Compensation clause in ID card contracts angers Tories
Taxpayers face paying tens of millions of pounds in compensation to private companies involved in the national identity card scheme if their contracts are torn up by an incoming Conservative government.
The disclosure of the repayment clause in the contracts, which the Government is negotiating, provoked fury among Tories, who are committed to scrapping the cards. The secrecy surrounding the agreements has raised the threat of an investigation by the information watchdog.
The Home Office is offering contracts worth more than £1bn to run the world's largest identity scheme. Just one small deal has so far been signed, but most are expected to be awarded this year in preparation for a planned roll-out of the cards in 2011.
The Government has confirmed compensation for costs will be paid to companies whose contracts are scrapped and they will also be entitled to claim for lost profits if they receive less than a year's notice, but the Government will not reveal the exact amounts that would have to be paid.
Dominic Grieve, the shadow Home Secretary, said: "Especially at times of economic hardship, the public will be dismayed that the Government is prepared to waste so much money. We put the Government and industry on notice two years ago that we would abandon this project. The Government must disclose what steps it has taken to protect the taxpayer from liability."
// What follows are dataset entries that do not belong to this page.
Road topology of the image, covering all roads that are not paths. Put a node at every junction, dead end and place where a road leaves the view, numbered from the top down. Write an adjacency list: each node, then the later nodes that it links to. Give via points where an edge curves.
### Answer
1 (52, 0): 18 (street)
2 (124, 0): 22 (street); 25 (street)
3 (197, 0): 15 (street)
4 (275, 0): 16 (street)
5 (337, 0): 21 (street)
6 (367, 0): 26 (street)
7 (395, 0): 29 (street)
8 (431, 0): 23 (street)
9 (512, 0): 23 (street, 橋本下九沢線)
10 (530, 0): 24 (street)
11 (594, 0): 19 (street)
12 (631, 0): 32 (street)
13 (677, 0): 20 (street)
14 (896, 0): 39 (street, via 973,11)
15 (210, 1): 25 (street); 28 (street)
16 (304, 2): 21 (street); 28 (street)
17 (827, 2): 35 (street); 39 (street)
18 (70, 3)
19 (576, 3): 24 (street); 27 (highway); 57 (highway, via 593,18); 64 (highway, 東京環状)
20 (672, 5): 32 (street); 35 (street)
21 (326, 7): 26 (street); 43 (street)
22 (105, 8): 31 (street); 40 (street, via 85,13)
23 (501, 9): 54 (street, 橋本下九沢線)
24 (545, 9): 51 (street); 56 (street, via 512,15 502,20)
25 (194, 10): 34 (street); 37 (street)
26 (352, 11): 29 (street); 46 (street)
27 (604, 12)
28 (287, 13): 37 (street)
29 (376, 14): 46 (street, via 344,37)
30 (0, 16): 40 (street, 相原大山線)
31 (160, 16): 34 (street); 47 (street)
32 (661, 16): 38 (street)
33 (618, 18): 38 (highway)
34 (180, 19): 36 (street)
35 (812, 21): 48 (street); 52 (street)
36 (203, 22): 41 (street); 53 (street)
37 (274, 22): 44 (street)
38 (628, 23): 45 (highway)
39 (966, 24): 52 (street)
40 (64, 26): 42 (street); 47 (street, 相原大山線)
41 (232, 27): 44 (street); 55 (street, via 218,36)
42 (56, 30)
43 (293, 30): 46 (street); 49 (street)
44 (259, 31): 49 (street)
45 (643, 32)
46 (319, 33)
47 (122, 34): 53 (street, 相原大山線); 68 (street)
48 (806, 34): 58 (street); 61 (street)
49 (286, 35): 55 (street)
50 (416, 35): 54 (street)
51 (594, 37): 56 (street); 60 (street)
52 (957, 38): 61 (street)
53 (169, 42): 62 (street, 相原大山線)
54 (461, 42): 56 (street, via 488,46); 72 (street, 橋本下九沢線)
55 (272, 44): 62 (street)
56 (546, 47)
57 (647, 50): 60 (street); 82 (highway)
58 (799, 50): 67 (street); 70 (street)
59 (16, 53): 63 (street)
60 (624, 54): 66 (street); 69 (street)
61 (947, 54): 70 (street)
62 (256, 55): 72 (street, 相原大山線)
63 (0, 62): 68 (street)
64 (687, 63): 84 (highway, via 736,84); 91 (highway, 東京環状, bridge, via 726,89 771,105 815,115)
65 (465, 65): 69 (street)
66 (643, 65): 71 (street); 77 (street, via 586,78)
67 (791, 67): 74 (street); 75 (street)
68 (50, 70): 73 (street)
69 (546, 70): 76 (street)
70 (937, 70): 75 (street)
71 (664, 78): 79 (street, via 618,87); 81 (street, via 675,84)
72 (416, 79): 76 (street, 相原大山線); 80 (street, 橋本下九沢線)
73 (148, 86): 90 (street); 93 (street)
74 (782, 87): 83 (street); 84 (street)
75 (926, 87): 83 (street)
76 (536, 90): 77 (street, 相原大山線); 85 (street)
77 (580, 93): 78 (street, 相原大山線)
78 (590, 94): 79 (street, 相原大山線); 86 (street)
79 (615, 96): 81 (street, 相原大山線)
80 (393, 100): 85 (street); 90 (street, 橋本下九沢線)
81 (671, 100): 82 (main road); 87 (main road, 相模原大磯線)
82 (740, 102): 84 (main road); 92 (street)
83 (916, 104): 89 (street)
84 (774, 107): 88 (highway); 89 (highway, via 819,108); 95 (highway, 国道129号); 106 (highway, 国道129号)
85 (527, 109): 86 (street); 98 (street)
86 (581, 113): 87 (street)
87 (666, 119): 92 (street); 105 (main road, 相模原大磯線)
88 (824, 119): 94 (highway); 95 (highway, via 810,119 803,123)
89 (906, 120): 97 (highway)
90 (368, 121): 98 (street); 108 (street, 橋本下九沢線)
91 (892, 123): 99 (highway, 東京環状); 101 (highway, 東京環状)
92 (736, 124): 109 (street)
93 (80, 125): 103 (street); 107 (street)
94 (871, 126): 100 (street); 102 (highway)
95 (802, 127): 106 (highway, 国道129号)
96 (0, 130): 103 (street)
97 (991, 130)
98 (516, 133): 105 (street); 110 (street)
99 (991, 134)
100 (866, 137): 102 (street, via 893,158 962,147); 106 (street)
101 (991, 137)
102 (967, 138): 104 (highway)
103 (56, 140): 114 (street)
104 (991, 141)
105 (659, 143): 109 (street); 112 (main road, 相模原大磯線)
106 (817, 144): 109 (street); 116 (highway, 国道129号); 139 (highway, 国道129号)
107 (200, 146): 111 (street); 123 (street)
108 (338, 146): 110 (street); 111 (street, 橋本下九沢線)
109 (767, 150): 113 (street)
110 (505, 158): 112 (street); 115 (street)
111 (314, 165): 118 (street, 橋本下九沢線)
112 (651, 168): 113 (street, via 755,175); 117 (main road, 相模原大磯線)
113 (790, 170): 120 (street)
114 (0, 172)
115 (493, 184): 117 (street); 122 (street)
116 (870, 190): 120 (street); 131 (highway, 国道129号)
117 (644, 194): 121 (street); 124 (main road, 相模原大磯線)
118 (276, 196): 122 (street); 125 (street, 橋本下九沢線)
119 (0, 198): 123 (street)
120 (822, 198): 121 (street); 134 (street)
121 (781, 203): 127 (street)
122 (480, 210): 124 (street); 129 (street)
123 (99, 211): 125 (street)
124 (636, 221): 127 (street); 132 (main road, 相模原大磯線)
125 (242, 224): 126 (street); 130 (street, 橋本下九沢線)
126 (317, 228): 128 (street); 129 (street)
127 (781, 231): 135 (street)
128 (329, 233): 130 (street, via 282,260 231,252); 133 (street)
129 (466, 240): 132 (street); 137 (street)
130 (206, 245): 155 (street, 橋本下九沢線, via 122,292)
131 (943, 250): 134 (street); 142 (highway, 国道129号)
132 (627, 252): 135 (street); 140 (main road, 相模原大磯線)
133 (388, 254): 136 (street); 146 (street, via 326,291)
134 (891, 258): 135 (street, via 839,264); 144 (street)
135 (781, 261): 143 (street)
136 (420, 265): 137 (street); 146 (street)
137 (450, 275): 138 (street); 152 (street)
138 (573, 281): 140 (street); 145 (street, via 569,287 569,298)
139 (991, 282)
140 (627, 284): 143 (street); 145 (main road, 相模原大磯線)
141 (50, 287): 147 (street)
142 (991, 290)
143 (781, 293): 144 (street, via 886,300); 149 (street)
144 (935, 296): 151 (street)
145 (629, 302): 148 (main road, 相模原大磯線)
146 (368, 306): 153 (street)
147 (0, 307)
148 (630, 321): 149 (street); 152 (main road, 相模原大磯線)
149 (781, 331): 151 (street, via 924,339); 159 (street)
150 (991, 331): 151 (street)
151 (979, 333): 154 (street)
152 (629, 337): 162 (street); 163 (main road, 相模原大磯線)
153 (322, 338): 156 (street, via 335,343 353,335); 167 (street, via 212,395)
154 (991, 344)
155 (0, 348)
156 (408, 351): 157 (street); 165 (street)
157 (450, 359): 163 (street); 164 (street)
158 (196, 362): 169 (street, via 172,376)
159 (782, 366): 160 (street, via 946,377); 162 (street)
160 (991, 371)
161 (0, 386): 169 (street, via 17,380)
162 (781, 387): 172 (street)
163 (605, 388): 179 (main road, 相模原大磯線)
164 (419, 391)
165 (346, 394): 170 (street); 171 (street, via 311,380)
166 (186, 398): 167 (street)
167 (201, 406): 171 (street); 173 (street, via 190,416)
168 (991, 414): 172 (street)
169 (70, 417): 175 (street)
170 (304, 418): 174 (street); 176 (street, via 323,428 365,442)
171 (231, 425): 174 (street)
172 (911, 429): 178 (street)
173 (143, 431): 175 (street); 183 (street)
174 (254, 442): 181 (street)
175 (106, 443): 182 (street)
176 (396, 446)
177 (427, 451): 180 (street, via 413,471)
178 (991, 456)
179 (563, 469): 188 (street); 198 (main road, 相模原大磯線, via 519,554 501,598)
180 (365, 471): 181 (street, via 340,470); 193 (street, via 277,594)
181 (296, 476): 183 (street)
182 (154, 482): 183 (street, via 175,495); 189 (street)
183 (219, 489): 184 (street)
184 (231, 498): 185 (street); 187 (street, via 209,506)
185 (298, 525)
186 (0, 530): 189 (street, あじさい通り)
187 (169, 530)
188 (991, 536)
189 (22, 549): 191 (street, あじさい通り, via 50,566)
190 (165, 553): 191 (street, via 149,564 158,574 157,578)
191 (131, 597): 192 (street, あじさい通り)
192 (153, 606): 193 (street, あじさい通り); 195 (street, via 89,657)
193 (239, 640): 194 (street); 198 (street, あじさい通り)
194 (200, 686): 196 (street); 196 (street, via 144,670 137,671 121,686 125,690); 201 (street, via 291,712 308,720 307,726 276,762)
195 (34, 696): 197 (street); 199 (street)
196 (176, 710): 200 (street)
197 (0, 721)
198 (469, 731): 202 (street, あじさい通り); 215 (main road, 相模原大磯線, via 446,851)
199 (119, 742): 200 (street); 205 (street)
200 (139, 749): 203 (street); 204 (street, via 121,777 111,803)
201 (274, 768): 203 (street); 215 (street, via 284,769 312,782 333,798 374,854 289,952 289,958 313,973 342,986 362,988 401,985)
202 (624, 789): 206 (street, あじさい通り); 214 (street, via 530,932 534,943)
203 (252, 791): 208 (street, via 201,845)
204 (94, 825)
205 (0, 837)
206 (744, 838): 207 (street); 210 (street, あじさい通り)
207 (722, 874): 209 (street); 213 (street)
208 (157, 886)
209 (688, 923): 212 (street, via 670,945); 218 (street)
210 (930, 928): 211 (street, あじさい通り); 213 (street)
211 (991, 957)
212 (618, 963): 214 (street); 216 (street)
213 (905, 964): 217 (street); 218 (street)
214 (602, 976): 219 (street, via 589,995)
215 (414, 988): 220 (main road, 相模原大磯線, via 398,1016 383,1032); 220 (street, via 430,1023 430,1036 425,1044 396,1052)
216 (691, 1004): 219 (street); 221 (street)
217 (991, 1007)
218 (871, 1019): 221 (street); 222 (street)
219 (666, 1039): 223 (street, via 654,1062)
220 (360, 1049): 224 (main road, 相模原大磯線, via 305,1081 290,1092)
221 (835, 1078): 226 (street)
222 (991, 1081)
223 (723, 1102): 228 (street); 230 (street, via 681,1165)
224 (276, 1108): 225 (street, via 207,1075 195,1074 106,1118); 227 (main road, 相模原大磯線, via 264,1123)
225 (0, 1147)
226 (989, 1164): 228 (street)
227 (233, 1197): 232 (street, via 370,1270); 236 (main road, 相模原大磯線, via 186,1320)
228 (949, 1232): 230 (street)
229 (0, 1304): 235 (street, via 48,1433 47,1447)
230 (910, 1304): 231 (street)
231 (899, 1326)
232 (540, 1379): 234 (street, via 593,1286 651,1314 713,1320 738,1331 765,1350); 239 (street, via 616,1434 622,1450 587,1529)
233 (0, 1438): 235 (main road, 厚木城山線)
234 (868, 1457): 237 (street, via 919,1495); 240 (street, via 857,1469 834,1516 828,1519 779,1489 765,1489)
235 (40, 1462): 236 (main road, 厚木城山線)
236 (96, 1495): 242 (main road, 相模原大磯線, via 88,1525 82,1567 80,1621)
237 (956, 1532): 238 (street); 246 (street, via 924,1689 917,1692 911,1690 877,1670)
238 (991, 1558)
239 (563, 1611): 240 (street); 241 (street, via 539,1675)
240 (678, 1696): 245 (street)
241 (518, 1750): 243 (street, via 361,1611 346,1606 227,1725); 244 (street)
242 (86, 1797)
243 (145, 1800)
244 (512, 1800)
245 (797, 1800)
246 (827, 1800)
The first contract, worth £18m, has been awarded to a French company, Thales SA, to help run an early pilot of the cards; they will be issued to some airport workers at the end of this year. The contract includes a compensation agreement but the details have not been published on the grounds they are commercially confidential. Such deals for other ID card contracts will be negotiated by the Home Office. The compensation arrangements look certain to run into tens of millions of pounds given the size of the contracts.
Thales and four other IT companies – Computer Sciences Corporation, EDS, Fujitsu and IBM – are negotiating with the Home Office.
Estimates of the cost of the card scheme over its first 10 years vary from £5bn, quoted by the Home Office, to £19bn, calculated by academics at the London School of Economics. The Home Office stresses that a large part of the bill would be recouped from the public as they renewed their passports and were automatically added to the register underpinning the scheme.
Last night, Mr Grieve wrote to the Information Commissioner, Richard Thomas, appealing for an urgent investigation into the contract with Thales and with any other companies.
Phil Booth, the national co-ordinator of the No2ID lobby group, called on ministers to "come clean" about the "sweeteners" being offered to bidders. "Leading a future administration into that sort of debt is not only irresponsible – it's almost criminal," he said.
Chris Huhne, the Liberal Democrat home affairs spokesman, said: "If these contracts are signed and then cancelled, it would represent a spectacular waste of taxpayers' money on literally nothing."
But a Home Office spokesman said: "It is normal and fully within government guidelines to include break clauses in contracts of this kind, but such contracts are always commercially confidential and it would be inappropriate to release details.
"Regardless of the government of the day, it would be inappropriate to operate based on opposition policy because it would unreasonably constrain our work."